It seems likely that the quotation marks in question are not the standard ASCII quotation marks but the Unicode ones.

Ruby has an iconv implementation to convert between encoding types. See here for more information.

Andrew Flanagan
but note that you only need to _convert_ encoding if the original page wasn't in UTF-8 and you want to store your copy in UTF-8
Alnitak
... or it was in UTF-8 and you don't want to store it in UTF-8.
Andrew Flanagan
+4  A: 

Your script is storing the Unicode escape sequences for quotation marks (instead of ASCII quotation marks) in the database.

That's actually good - it shows that the DB itself is working fine, although for best results you should ensure that the table is set to use 'utf8_collation_ci' so that string sorting works properly.
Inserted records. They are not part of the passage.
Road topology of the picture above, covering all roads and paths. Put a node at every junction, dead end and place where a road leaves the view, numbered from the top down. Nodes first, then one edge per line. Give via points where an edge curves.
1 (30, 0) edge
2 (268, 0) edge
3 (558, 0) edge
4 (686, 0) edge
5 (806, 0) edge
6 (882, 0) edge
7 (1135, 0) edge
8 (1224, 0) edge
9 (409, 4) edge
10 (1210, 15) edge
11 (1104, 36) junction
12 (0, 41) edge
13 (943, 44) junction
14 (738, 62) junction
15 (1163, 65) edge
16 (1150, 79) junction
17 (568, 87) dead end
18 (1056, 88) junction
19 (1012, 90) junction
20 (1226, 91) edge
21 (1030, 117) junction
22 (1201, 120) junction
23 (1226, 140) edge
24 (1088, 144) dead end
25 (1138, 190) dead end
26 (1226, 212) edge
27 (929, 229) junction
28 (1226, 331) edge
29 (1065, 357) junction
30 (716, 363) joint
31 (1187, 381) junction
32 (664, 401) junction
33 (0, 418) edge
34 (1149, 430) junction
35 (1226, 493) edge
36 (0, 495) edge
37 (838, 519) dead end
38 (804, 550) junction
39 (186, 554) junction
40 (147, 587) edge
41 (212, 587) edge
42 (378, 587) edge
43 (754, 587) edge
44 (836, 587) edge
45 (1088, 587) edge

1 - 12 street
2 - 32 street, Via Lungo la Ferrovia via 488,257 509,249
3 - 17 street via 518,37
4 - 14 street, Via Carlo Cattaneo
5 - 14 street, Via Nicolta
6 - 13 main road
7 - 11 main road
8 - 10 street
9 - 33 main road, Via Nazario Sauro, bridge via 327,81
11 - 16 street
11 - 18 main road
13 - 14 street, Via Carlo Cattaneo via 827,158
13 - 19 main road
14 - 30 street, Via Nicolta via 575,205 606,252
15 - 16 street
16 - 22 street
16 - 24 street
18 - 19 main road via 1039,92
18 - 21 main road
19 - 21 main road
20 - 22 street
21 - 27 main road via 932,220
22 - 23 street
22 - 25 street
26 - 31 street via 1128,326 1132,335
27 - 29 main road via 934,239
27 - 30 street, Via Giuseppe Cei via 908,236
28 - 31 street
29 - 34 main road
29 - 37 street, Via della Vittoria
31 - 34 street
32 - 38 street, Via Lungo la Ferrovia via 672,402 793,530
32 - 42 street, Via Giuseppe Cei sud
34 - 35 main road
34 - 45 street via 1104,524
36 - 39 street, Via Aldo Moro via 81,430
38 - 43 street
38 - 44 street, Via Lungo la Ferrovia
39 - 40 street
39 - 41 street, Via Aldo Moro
The fact that the output is displayed as "‘" just means that your terminal (and/or web page) output encoding is incorrect.

If it's terminal output, make sure that $ENV{'LANG'} is set to the appropriate UTF8 encoding (e.g. en.UTF-8) and that the terminal emulator itself is set the same way.

If it's HTML output, make sure that the page encoding is set to UTF-8 as well, i.e.:

<meta http-equiv="Content-Type" content="text/html; charset=UTF-8" />
Alnitak